Saved entries
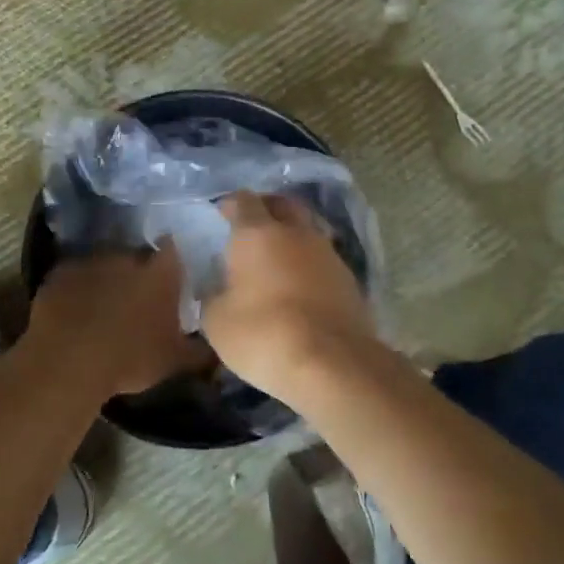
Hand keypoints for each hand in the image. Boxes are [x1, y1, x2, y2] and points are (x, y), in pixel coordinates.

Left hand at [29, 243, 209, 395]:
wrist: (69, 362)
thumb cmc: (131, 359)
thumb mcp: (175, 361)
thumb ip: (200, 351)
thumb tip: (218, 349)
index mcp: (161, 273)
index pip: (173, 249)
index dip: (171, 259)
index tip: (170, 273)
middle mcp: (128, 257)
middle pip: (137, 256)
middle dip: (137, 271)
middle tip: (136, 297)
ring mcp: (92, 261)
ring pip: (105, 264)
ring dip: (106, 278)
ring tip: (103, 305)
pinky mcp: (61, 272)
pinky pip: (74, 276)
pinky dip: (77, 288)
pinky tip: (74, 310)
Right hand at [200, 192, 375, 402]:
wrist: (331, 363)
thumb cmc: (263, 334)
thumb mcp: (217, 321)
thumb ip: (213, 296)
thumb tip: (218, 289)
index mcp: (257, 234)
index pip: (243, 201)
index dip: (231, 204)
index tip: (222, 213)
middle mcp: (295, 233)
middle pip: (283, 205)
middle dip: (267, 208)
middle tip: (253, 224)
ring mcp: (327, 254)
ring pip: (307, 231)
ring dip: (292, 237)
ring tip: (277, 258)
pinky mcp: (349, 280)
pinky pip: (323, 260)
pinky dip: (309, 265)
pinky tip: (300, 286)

* [What the task asks] Copy every line where the word "middle" is present in the entries above.

* [Written reply]
middle mcp: (128, 257)
middle pip: (137, 256)
middle dip: (137, 271)
middle tip: (136, 297)
middle mcp: (295, 233)
middle pip: (283, 205)
middle dip: (267, 208)
middle tip: (253, 224)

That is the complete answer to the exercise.